Machine translation · draftSince the activity of moving about and the rest is not preceded by any strong intention, being like the activity prompted by sense-objects, Krishna, who will display this with 'what is night for all beings' (2.69) and the rest, first states the mark here. The intention behind the question is, being thus filled with the supreme bliss, why does he engage in activity at all? With the thought that for one whose Brahman-nature is slightly veiled by the action that has begun to bear fruit a residual tendency, an activity prompted by slight intention, may well arise, Krishna removes the difficulty. The man of knowledge gives up all desires for the most part, since even in Suka and others a slight trace is seen; and as the text says, 'the men of knowledge, the seers of truth, desire devotion to your feet', so they do desire that. When a clinging is seen in Indra and the rest, then they have been overpowered, as it is said, 'in the men who hold office, by reason of their great work, there is a rising and an overpowering even in knowledge; therein they differ from the rest'. For this very reason it is to be understood that, owing to that difference, if clinging and the like are present in those who hold no such office, they are not men of knowledge.

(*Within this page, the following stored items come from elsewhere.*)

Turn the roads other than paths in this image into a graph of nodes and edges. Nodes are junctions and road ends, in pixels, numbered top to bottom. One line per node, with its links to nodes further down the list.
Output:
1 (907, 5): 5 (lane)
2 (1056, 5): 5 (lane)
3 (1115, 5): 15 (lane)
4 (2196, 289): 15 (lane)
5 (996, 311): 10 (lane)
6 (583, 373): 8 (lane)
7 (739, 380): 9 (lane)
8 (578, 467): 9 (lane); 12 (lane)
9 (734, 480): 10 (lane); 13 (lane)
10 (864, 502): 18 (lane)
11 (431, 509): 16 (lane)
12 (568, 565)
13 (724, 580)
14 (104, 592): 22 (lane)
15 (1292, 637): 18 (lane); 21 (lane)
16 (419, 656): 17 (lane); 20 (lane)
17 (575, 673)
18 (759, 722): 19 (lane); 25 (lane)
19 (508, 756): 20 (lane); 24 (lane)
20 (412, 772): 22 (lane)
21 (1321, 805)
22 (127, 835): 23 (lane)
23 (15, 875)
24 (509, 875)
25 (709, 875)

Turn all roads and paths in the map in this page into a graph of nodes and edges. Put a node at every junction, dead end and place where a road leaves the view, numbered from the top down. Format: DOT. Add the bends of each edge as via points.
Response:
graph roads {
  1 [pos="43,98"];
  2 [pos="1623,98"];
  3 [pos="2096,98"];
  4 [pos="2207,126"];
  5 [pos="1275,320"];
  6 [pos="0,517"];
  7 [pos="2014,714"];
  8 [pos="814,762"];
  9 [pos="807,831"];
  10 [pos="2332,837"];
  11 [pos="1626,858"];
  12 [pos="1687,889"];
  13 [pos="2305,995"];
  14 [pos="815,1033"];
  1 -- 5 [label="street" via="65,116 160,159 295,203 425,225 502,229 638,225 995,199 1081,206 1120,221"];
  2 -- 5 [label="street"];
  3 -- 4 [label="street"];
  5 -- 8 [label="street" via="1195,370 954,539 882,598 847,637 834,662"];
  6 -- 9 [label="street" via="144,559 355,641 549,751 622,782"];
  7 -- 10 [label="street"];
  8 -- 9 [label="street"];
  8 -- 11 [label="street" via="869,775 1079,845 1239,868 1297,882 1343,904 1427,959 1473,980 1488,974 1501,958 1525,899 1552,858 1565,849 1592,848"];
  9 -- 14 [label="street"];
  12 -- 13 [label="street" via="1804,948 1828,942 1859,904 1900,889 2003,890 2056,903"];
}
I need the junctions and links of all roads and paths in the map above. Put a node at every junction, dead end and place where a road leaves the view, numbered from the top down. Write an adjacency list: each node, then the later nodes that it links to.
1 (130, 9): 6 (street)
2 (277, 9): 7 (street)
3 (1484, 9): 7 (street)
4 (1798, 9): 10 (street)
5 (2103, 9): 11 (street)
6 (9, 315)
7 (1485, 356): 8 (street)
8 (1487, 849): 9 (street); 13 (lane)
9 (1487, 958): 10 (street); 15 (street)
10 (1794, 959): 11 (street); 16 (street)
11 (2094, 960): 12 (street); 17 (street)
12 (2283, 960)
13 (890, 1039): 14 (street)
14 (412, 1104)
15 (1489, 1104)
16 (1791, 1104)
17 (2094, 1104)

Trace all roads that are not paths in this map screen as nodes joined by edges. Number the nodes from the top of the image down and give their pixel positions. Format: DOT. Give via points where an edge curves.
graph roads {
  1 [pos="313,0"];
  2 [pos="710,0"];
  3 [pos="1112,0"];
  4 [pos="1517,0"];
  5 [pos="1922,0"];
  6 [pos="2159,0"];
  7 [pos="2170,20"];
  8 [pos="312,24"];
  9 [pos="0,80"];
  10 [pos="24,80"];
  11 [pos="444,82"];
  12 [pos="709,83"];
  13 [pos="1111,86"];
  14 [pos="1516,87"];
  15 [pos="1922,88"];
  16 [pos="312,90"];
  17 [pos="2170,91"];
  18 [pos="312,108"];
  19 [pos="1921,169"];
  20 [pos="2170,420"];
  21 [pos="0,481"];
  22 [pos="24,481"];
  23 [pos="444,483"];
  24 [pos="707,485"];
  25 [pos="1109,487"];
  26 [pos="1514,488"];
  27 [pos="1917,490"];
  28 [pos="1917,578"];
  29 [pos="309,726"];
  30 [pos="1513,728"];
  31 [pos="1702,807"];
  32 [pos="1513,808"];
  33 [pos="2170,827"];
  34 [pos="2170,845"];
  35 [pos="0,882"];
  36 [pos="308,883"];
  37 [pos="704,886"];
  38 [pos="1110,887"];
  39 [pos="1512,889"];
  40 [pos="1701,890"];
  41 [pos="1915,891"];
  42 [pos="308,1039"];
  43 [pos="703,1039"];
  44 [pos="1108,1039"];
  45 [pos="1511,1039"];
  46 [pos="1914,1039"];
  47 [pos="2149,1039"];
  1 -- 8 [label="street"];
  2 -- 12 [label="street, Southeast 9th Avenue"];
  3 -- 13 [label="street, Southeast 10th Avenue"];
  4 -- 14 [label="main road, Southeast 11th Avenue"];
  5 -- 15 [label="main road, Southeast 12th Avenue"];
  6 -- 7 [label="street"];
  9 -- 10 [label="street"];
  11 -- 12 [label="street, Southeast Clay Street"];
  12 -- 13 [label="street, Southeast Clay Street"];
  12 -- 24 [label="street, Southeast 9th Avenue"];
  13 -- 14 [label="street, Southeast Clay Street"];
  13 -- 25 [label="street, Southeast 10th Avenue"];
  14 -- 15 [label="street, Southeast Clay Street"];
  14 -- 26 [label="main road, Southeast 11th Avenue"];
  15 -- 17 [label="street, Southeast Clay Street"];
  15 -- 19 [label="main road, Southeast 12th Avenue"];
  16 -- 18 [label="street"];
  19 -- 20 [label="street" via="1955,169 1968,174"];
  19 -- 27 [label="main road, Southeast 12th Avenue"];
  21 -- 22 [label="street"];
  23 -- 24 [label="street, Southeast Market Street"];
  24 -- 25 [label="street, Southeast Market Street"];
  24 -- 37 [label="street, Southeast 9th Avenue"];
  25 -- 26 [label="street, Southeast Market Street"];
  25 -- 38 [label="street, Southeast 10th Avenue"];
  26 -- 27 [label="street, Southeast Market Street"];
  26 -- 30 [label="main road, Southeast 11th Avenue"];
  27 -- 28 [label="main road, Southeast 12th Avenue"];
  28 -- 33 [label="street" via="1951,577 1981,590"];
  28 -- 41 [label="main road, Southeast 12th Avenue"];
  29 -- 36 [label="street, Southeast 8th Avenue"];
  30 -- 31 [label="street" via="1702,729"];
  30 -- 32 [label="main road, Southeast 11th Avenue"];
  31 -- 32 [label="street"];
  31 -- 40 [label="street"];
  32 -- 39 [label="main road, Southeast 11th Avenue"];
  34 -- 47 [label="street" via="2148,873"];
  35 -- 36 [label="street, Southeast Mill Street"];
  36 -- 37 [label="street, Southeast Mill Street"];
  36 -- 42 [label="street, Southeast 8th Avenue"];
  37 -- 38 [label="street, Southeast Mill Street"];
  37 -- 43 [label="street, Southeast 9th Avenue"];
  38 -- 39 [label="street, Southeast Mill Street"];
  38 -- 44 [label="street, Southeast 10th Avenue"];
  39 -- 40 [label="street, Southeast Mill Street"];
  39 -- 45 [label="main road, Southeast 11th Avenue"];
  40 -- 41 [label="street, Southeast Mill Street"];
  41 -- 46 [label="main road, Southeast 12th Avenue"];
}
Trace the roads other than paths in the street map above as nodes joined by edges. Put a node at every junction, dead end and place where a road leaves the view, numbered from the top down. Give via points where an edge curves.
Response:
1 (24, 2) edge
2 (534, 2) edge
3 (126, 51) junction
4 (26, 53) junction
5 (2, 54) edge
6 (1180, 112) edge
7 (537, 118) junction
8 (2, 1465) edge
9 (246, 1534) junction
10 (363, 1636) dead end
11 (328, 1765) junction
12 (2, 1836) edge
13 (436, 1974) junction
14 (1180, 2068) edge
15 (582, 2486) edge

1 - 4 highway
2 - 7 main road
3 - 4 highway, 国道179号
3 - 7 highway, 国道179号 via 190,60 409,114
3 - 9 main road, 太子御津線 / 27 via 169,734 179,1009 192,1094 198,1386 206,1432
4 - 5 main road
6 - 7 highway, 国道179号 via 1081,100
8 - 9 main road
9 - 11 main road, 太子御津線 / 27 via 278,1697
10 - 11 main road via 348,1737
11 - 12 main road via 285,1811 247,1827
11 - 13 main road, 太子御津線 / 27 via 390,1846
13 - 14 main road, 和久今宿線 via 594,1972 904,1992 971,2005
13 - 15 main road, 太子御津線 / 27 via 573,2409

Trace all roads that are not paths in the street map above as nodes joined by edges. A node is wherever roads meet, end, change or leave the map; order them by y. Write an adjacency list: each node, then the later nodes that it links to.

Nor is the mark here stated of one who is engaged in samadhi, for attachment is denied in 'he who has no fondness anywhere' (2.57) and the like. For one engaged in samadhi there is no attaining of the welcome or the unwelcome, in the case of objectless samadhi; in samadhi with an object there is no such conflict, yet there is no rule that the mark holds only there. As the tradition says, 'desires and the rest do not arise even in men of knowledge whose minds are scattered, since their stains are shaken off by knowledge, through their resort to God'. Desires lie in the mind, and so Krishna shows, with 'those that lie in the mind', that it is fitting they be given up there, in the mind itself, once the knowledge that runs counter to them arises. That conflict is stated in 'even the taste turns away from him when he has seen the Supreme' (2.59); and this is not to be explained away on the ground that it is not seen, because persons differ. 'By the self' means by the supreme Self; being established in the supreme Self alone, contentment comes to one who stands in that which is called the Self, by His grace alone, as the Narayana-rama-kalpa says, 'having given up the objects, for one who then takes his stand in Rama, contentment comes from God, and in no other way at all'. So the self here is not the living being.
Contemporary English rendering of the Sanskrit bhāṣya, pending scholar review.